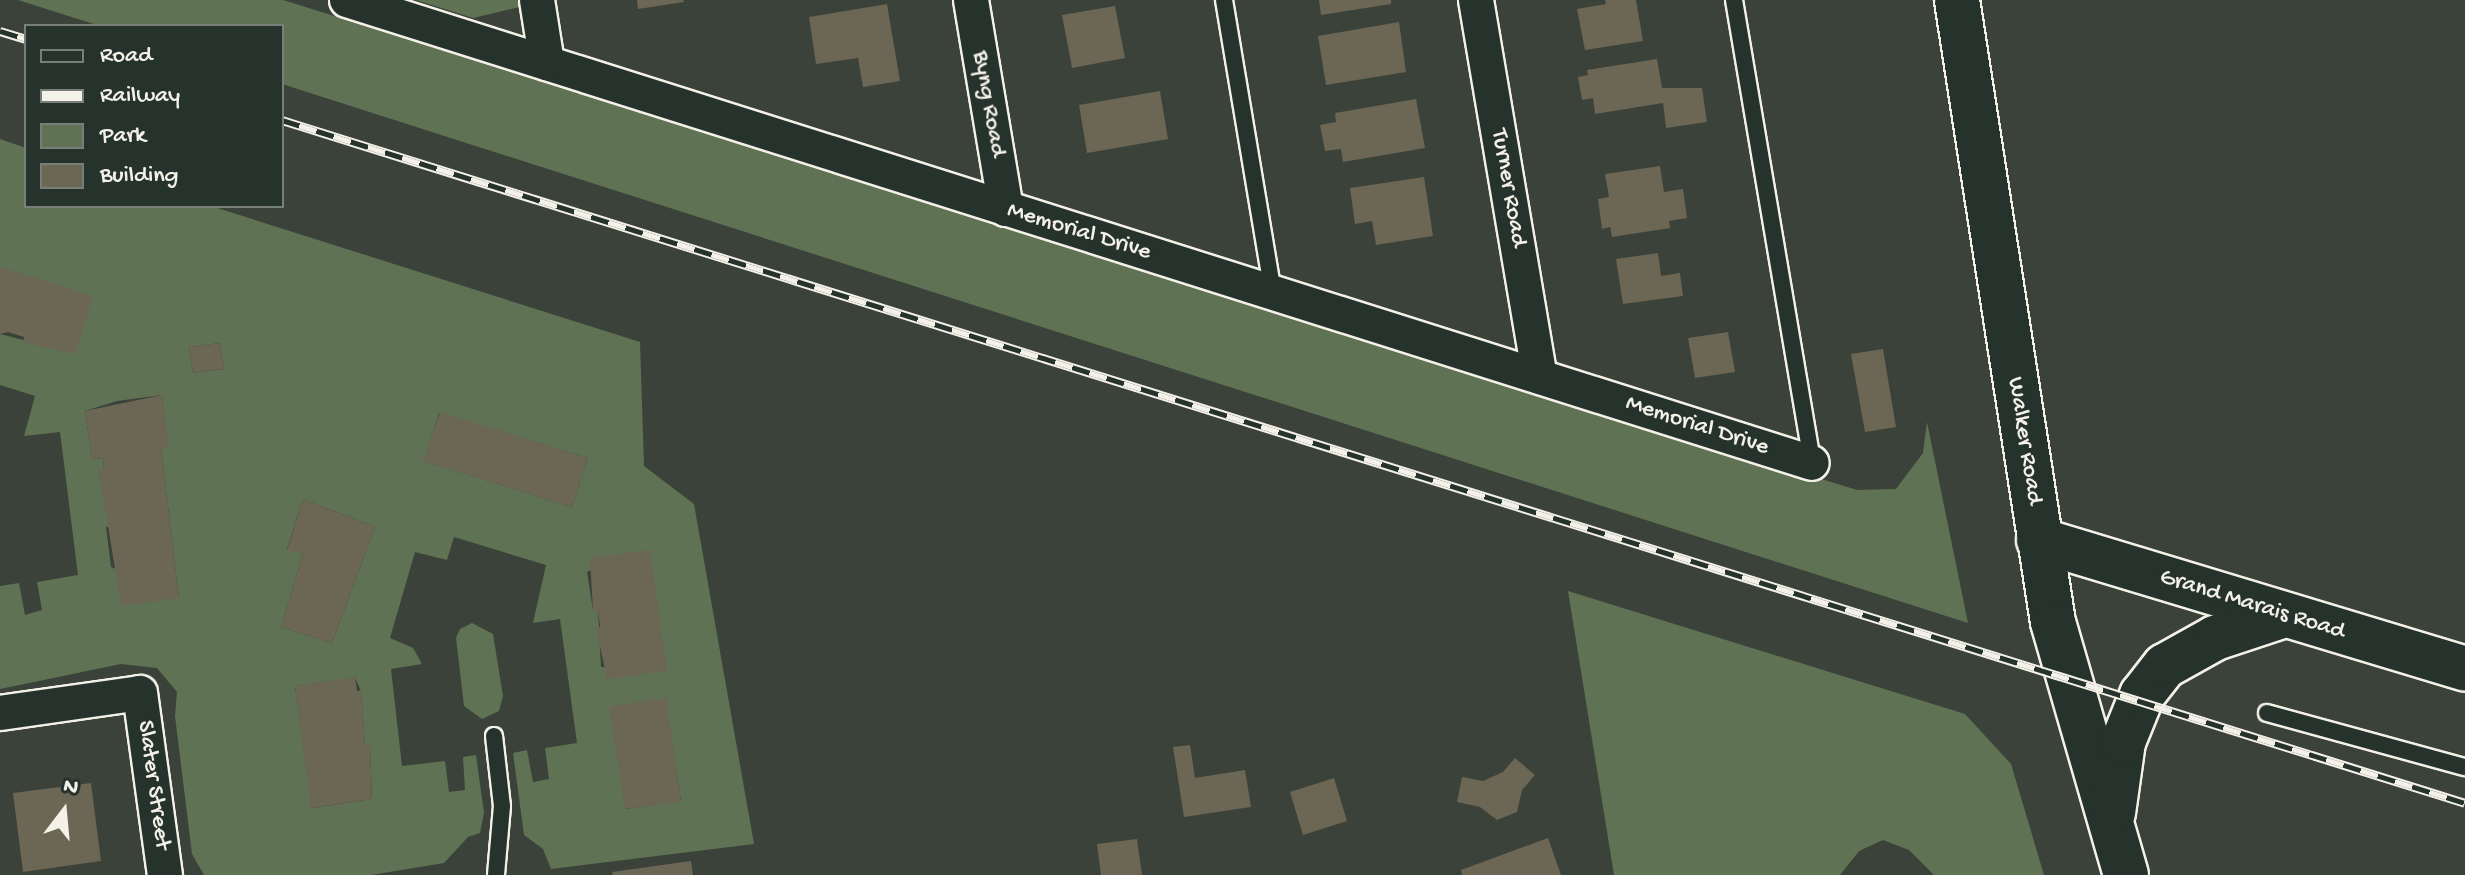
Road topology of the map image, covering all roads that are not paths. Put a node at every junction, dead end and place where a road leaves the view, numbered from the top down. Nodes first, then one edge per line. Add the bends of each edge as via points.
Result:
1 (347, 0) edge
2 (537, 0) edge
3 (971, 0) edge
4 (1224, 0) edge
5 (1476, 0) edge
6 (1734, 0) edge
7 (1957, 0) edge
8 (547, 63) junction
9 (1006, 209) junction
10 (1273, 293) junction
11 (1540, 377) junction
12 (1812, 463) joint
13 (2039, 540) junction
14 (2285, 615) junction
15 (2465, 669) edge
16 (0, 713) edge
17 (2267, 713) dead end
18 (494, 736) dead end
19 (2465, 767) edge
20 (2111, 827) junction
21 (165, 875) edge
22 (496, 875) edge
23 (2126, 875) edge

1 - 8 street, Memorial Drive
2 - 8 street
3 - 9 street, Byng Road
4 - 10 lane
5 - 11 street, Turner Road
6 - 12 lane
7 - 13 main road, Walker Road
8 - 9 street, Memorial Drive
9 - 10 street, Memorial Drive
10 - 11 street, Memorial Drive
11 - 12 street, Memorial Drive
13 - 14 main road, Grand Marais Road
13 - 20 main road, Walker Road via 2053,622
14 - 15 main road, Grand Marais Road
14 - 20 main road via 2215,638 2165,666 2142,695 2123,742
16 - 21 street, Slater Street via 140,693
17 - 19 lane
18 - 22 lane via 502,806
20 - 23 main road, Walker Road

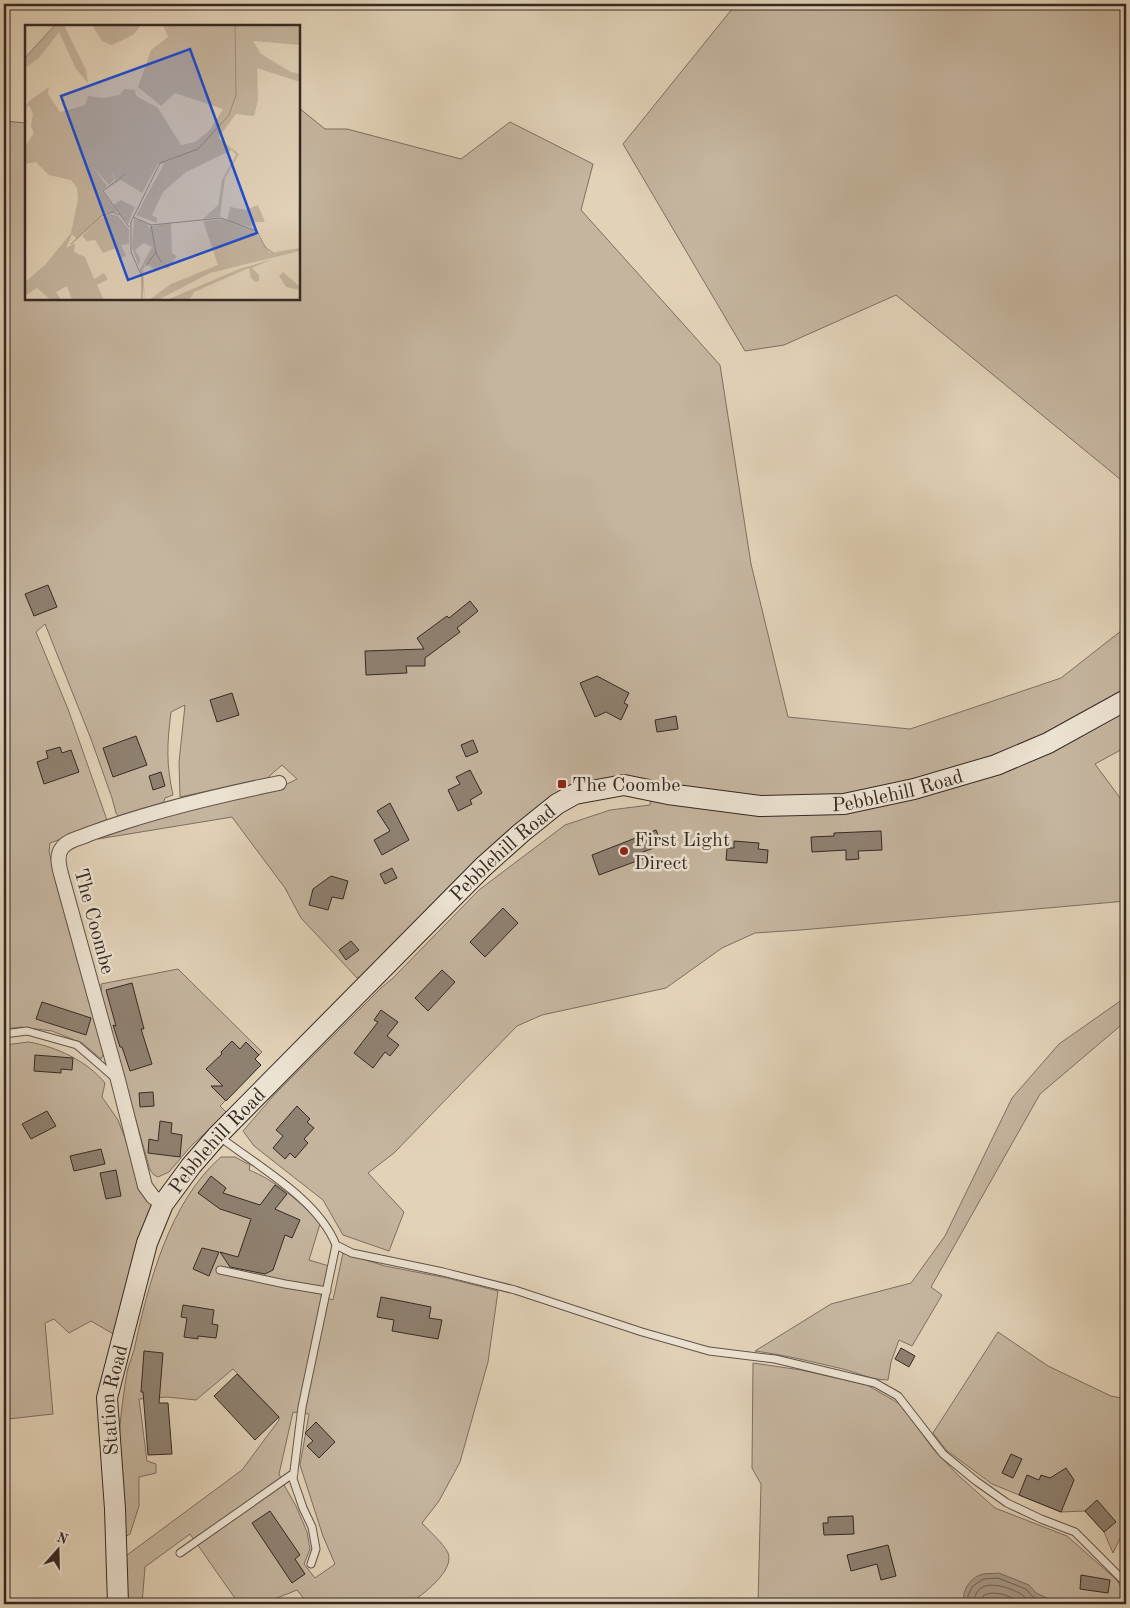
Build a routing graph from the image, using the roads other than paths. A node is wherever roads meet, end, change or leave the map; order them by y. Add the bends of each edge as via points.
1 (1126, 700) edge
2 (279, 784) dead end
3 (4, 1034) edge
4 (118, 1080) junction
5 (217, 1136) junction
6 (163, 1204) junction
7 (336, 1245) junction
8 (220, 1270) dead end
9 (327, 1291) junction
10 (294, 1473) junction
11 (180, 1552) dead end
12 (311, 1564) dead end
13 (1126, 1583) edge
14 (118, 1604) edge

1 - 5 main road, Pebblehill Road via 1048,742 996,765 914,789 844,804 760,806 624,785 575,794 528,827 483,867
2 - 4 street, The Coombe via 210,797 114,825 61,848 58,862
3 - 4 lane via 27,1031 77,1045
4 - 6 street, The Coombe via 145,1186
5 - 6 main road, Pebblehill Road
5 - 7 lane via 260,1165 313,1210 331,1231
6 - 14 main road, Station Road via 146,1243 106,1398 115,1509
7 - 9 lane
7 - 13 lane via 352,1253 515,1290 709,1351 775,1359 875,1383 898,1396 943,1454 976,1481 1007,1503 1075,1532
8 - 9 lane
9 - 10 lane via 302,1407
10 - 11 lane
10 - 12 lane via 293,1479 312,1527 316,1549

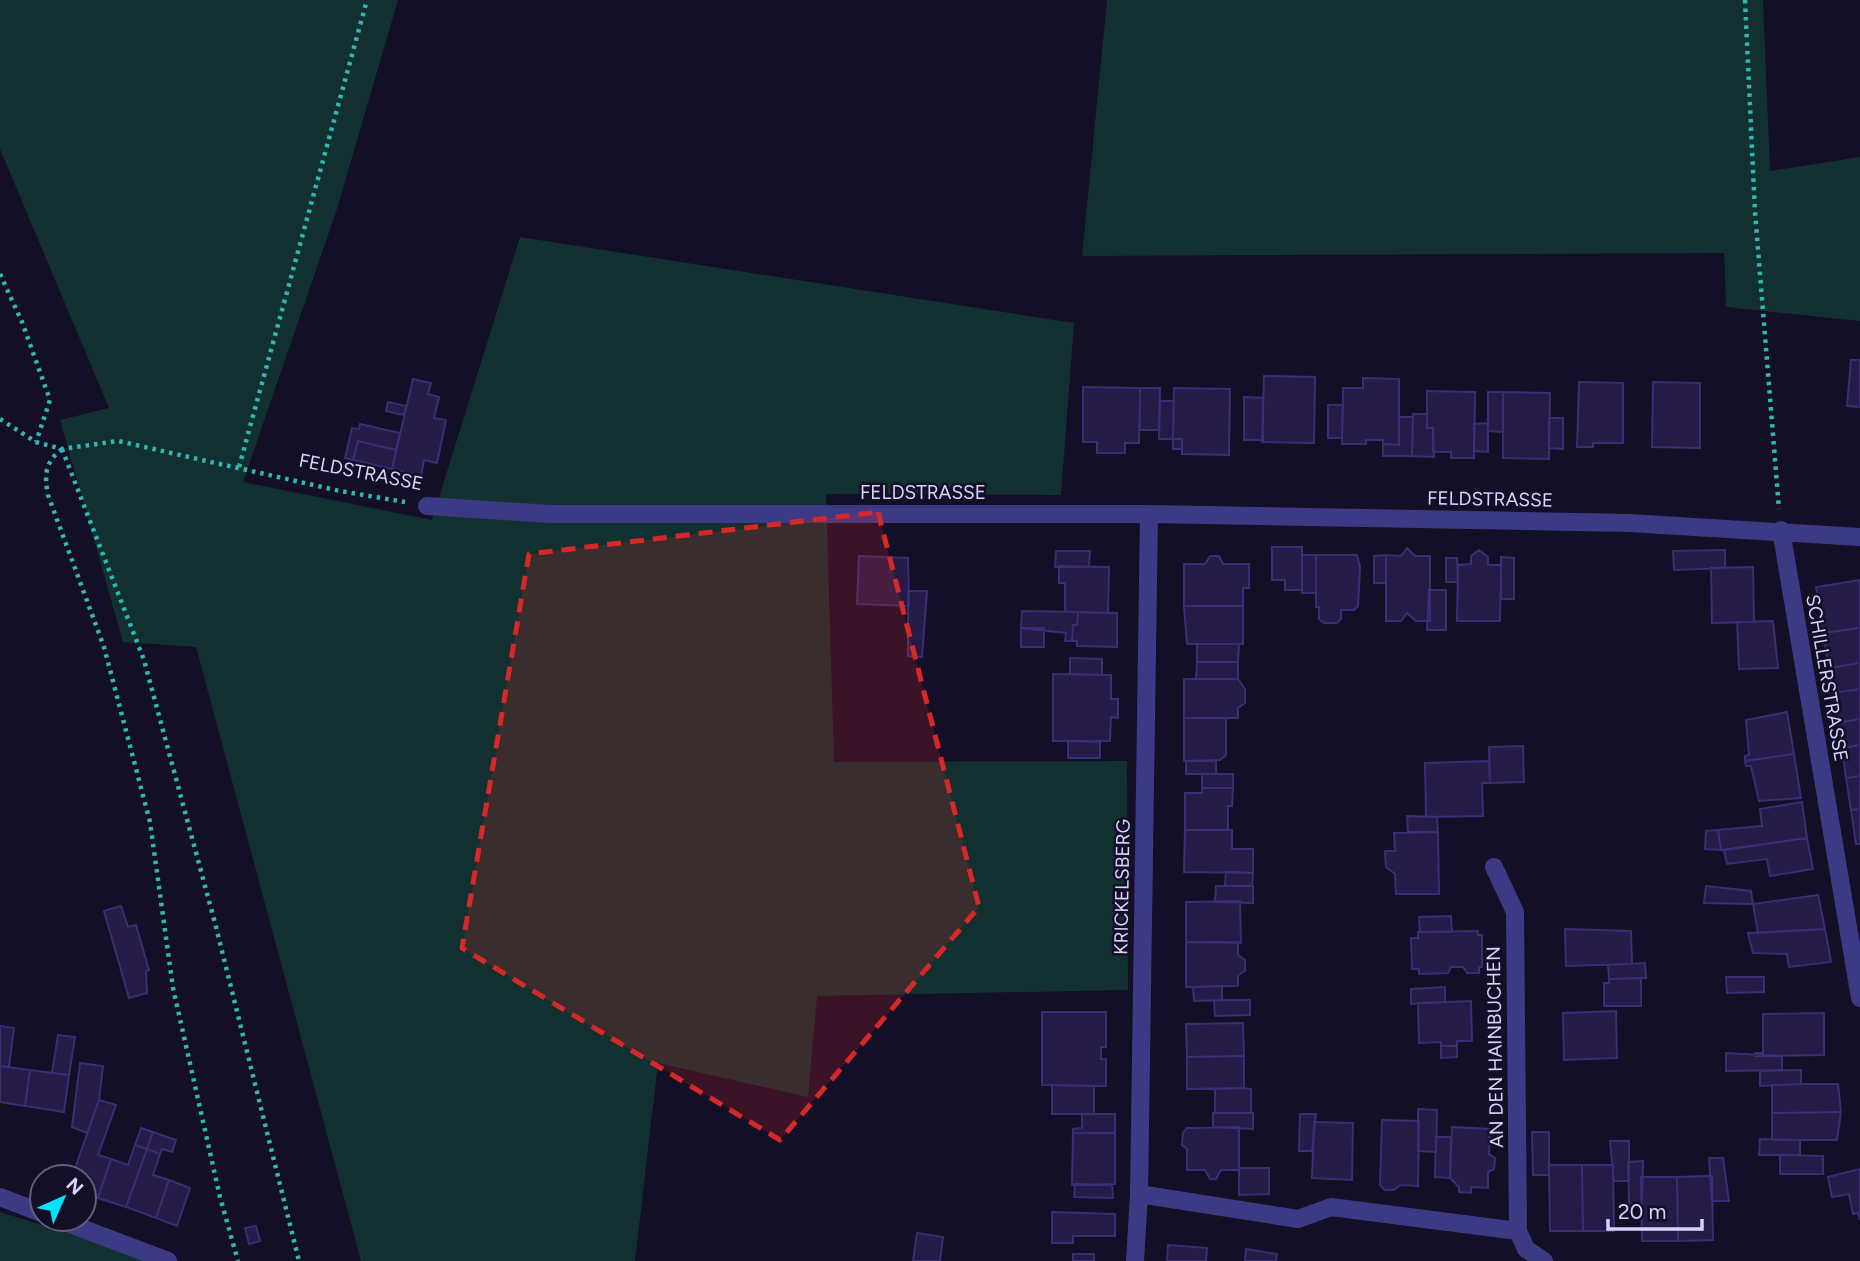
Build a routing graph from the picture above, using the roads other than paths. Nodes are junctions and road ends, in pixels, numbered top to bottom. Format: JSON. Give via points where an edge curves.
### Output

**WHAT YOU WILL DO**
The copy must reproduce the listing above verbatim and contain no pictures.

**SOLUTION TO THIS PROBLEM**
Road topology of the map image, covering all roads that are not paths. Put a node at every junction, dead end and place where a road leaves the view, numbered from the top down. Nodes first, then one edge per line. Add the bends of each edge as via points.
Result:
1 (347, 0) edge
2 (537, 0) edge
3 (971, 0) edge
4 (1224, 0) edge
5 (1476, 0) edge
6 (1734, 0) edge
7 (1957, 0) edge
8 (547, 63) junction
9 (1006, 209) junction
10 (1273, 293) junction
11 (1540, 377) junction
12 (1812, 463) joint
13 (2039, 540) junction
14 (2285, 615) junction
15 (2465, 669) edge
16 (0, 713) edge
17 (2267, 713) dead end
18 (494, 736) dead end
19 (2465, 767) edge
20 (2111, 827) junction
21 (165, 875) edge
22 (496, 875) edge
23 (2126, 875) edge

1 - 8 street, Memorial Drive
2 - 8 street
3 - 9 street, Byng Road
4 - 10 lane
5 - 11 street, Turner Road
6 - 12 lane
7 - 13 main road, Walker Road
8 - 9 street, Memorial Drive
9 - 10 street, Memorial Drive
10 - 11 street, Memorial Drive
11 - 12 street, Memorial Drive
13 - 14 main road, Grand Marais Road
13 - 20 main road, Walker Road via 2053,622
14 - 15 main road, Grand Marais Road
14 - 20 main road via 2215,638 2165,666 2142,695 2123,742
16 - 21 street, Slater Street via 140,693
17 - 19 lane
18 - 22 lane via 502,806
20 - 23 main road, Walker Road

Build a routing graph from the image, using the roads other than paths. A node is wherever roads meet, end, change or leave the map; order them by y. Add the bends of each edge as via points.
1 (1126, 700) edge
2 (279, 784) dead end
3 (4, 1034) edge
4 (118, 1080) junction
5 (217, 1136) junction
6 (163, 1204) junction
7 (336, 1245) junction
8 (220, 1270) dead end
9 (327, 1291) junction
10 (294, 1473) junction
11 (180, 1552) dead end
12 (311, 1564) dead end
13 (1126, 1583) edge
14 (118, 1604) edge

1 - 5 main road, Pebblehill Road via 1048,742 996,765 914,789 844,804 760,806 624,785 575,794 528,827 483,867
2 - 4 street, The Coombe via 210,797 114,825 61,848 58,862
3 - 4 lane via 27,1031 77,1045
4 - 6 street, The Coombe via 145,1186
5 - 6 main road, Pebblehill Road
5 - 7 lane via 260,1165 313,1210 331,1231
6 - 14 main road, Station Road via 146,1243 106,1398 115,1509
7 - 9 lane
7 - 13 lane via 352,1253 515,1290 709,1351 775,1359 875,1383 898,1396 943,1454 976,1481 1007,1503 1075,1532
8 - 9 lane
9 - 10 lane via 302,1407
10 - 11 lane
10 - 12 lane via 293,1479 312,1527 316,1549

Build a routing graph from the picture above, using the roads other than paths. Nodes are junctions and road ends, in pixels, numbered top to bottom. Format: JSON. Give via points where an edge curves.
### Output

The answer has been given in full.